Rini Wulandari, S.E.,M.BA., Herman Saleh, Ir. Budiman Widyatmoko, Kristyawan Dwibhakti dengan memberi kuasa kepada Dr. Auliya Khasanofa,S.H.,M.H. dkk, advokat, konsultan, dan mahasiswa fakultas hukum kantor hukum ADHINATA LAW OFFICE, untuk selanjutnya disebut sebagai Para Pemohon.
Pasal 50 UU 20/2011
Pasal 28G ayat (1) dan 28H ayat (4) UUD NRI Tahun 1945 UUD NRI Tahun 1945
perwakilan DPR RI dihadiri secara virtual oleh Kepala Pusat Pemantauan Pelaksanaan Undang-Undang dan jajarannya di lingkungan Pusat Pemantauan Pelaksanaan Undang-Undang, Badan Keahlian, Sekretariat Jenderal DPR RI.
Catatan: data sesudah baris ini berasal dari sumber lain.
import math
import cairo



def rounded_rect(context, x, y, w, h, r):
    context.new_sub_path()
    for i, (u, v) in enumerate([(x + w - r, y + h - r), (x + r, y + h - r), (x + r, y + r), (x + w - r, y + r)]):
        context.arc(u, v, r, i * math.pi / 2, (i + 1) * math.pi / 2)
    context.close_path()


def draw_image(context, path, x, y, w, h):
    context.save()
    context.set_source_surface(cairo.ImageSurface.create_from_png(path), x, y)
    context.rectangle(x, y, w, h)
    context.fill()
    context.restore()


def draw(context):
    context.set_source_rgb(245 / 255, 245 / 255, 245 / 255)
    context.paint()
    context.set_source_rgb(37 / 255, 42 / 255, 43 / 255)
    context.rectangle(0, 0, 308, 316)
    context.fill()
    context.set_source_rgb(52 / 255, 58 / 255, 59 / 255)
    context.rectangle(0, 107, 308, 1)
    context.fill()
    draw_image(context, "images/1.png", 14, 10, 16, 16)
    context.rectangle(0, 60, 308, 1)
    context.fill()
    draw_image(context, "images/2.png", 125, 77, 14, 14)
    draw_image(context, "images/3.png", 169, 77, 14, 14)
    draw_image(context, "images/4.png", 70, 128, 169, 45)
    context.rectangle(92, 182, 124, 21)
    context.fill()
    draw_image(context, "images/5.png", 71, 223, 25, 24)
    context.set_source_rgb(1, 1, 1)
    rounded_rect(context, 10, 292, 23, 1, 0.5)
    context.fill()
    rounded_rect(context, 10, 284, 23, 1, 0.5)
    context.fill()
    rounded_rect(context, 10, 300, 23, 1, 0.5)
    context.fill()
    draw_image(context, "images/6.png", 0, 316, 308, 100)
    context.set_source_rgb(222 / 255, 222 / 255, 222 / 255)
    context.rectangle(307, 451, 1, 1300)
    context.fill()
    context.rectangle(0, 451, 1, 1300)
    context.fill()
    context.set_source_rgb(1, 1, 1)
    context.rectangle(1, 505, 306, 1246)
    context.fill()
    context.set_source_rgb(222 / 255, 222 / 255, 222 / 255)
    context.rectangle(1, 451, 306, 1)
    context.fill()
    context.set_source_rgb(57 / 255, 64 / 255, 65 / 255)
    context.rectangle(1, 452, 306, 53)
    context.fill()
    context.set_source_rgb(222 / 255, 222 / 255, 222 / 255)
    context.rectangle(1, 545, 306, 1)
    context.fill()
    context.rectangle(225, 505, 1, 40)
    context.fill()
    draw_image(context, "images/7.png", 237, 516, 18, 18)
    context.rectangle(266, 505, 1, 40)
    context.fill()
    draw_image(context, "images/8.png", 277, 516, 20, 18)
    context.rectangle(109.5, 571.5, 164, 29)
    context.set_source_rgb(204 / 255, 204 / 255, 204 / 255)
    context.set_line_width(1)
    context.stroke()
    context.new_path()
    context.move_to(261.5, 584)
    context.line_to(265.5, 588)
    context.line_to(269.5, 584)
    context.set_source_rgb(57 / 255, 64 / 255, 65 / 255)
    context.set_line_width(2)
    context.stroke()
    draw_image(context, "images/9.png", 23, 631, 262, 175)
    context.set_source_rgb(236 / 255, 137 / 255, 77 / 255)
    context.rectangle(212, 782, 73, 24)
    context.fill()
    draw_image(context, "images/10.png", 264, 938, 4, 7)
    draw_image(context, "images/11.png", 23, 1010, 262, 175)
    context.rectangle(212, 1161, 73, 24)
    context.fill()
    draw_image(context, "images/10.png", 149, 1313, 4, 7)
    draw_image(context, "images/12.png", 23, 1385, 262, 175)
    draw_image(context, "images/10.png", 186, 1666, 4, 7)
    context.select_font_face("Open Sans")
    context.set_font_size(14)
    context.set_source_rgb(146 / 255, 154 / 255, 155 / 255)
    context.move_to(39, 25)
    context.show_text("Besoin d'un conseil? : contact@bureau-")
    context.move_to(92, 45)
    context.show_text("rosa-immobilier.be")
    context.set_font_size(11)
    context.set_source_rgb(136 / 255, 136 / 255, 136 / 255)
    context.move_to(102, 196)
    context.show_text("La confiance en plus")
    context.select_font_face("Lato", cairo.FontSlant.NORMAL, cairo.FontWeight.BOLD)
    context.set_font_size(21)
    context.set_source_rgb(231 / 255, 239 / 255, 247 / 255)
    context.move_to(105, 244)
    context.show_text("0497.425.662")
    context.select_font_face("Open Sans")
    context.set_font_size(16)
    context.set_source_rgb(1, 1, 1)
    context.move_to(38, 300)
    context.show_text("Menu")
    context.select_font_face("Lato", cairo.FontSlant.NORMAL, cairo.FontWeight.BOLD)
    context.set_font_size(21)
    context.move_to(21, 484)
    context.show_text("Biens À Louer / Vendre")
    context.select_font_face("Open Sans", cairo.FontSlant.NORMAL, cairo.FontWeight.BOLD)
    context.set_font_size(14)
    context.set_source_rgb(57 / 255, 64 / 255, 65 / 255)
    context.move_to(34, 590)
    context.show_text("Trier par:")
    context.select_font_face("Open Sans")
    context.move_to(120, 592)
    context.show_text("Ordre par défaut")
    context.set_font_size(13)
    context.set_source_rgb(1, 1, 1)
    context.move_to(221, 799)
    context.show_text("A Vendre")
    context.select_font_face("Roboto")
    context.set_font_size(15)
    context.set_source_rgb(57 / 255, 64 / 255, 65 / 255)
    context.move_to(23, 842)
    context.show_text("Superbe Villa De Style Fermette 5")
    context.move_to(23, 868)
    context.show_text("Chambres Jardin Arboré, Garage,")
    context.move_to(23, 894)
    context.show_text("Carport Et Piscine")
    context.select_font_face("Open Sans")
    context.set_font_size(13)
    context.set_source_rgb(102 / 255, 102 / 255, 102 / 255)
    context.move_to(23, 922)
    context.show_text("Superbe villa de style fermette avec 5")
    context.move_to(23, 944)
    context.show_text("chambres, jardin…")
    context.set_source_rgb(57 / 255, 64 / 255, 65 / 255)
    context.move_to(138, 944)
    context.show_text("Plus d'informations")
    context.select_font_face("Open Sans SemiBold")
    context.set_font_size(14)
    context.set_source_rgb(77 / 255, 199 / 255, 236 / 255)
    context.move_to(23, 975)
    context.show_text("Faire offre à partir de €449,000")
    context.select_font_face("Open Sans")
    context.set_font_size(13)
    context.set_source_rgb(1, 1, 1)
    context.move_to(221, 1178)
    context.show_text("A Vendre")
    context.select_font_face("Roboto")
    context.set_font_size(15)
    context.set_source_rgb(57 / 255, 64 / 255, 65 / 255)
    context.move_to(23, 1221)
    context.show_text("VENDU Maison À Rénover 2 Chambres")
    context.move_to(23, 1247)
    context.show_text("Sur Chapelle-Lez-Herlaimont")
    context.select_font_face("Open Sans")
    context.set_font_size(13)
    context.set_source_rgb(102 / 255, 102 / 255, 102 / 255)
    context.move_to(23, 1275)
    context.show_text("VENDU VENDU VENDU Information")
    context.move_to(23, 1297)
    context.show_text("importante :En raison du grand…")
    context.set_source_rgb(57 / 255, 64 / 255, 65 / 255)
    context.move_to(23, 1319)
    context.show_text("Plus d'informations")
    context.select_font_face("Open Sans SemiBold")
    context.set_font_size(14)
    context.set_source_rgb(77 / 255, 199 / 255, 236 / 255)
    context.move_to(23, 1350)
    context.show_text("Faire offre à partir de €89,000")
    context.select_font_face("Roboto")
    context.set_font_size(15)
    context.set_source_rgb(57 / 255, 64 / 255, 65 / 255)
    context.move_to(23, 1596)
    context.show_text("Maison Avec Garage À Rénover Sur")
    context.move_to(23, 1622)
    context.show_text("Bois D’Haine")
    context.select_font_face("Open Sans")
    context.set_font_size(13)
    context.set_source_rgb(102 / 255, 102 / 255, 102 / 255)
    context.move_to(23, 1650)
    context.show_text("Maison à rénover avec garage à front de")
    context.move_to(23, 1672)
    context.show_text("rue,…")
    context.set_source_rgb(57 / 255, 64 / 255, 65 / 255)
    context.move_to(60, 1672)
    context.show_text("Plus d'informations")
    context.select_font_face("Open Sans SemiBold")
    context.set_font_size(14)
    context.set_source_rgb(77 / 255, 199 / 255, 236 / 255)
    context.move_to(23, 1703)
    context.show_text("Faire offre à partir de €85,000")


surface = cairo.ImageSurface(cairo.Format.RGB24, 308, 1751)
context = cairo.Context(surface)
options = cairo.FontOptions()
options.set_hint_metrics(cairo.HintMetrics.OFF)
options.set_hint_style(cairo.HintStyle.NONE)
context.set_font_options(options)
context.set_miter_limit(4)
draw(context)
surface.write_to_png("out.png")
Bahwa terhadap pengujian Pasal a quo UU 20/2011 dalam permohonan a quo, Mahkamah Konstitusi memberikan pertimbangan hukum sebagai berikut:
[3.13] Menimbang bahwa menurut Mahkamah, permasalahan utama yang harus dijawab berdasarkan dalil permohonan para Pemohon sebagaimana telah diuraikan pada Paragraf [3.8] di atas adalah apakah norma Pasal 50 UU 20/2011 yang tidak mengakomodir fungsi “bukan hunian” bertentangan dengan konstitusi, khususnya Pasal 28G ayat (1) dan Pasal 28H ayat (4) UUD 1945. Namun, sebelum menjawab permasalahan konstitusional tersebut, Mahkamah terlebih dahulu perlu mempertimbangkan hal-hal sebagai berikut:
[3.13.1] Bahwa norma Pasal 28H ayat (1) UUD 1945 telah memberikan jaminan kepada setiap orang atas hak untuk hidup sejahtera lahir batin, “bertempat tinggal”, mendapatkan lingkungan hidup yang baik dan sehat serta berhak memperoleh pelayanan kesehatan. Pengakuan hak atas tempat tinggal sebagai bagian dari hak setiap orang yang diatur dalam Konstitusi dilandasi pada pemikiran rumah merupakan salah satu kebutuhan dasar setiap insan, baik sebagai pribadi maupun sebagai suatu kesatuan dengan sesama dan lingkungan sekitar. Prinsip tempat tinggal sebagai bagian dari hak asasi manusia juga telah diakomodir dalam Agenda 21 (Fact Sheet Number 21) dari United Nation Centre for Human Settlement (UNCHS Habitat) mengenai The Right to Adequate Housing yang pada pokoknya menyatakan bahwa rumah merupakan kebutuhan dasar manusia dan menjadi hak bagi semua orang untuk menempati hunian yang layak dan terjangkau (adequate and affordable shelter for all). Selanjutnya pengakuan hak untuk bertempat tinggal ditegaskan dalam Undang-Undang Nomor 39 Tahun 1999 tentang Hak Asasi Manusia (selanjutnya disebut UU 39/1999) yang menentukan setiap orang berhak untuk bertempat tinggal serta berkehidupan yang layak [vide Pasal 40 UU 39/1999]. Pengaturan hak untuk bertempat tinggal dalam berbagai instrumen hukum tersebut menunjukkan bahwa rumah atau tempat tinggal, tidak dapat hanya dilihat sebagai sarana kebutuhan hidup semata, tetapi lebih dari itu merupakan proses bermukim manusia dalam menciptakan tatanan hidup dan sangat berkait erat dengan pembentukan watak serta kepribadian suatu bangsa. Oleh karena itu, negara wajib melindungi hak setiap orang untuk bertempat tinggal serta berkehidupan yang layak dan menjamin penyelenggaraan perumahan yang layak bagi masyarakat, termasuk di dalamnya perlindungan atas hak milik serta perlakuan yang tidak diskriminatif terhadap akses setiap orang untuk memenuhi kebutuhan akan bertempat tinggal.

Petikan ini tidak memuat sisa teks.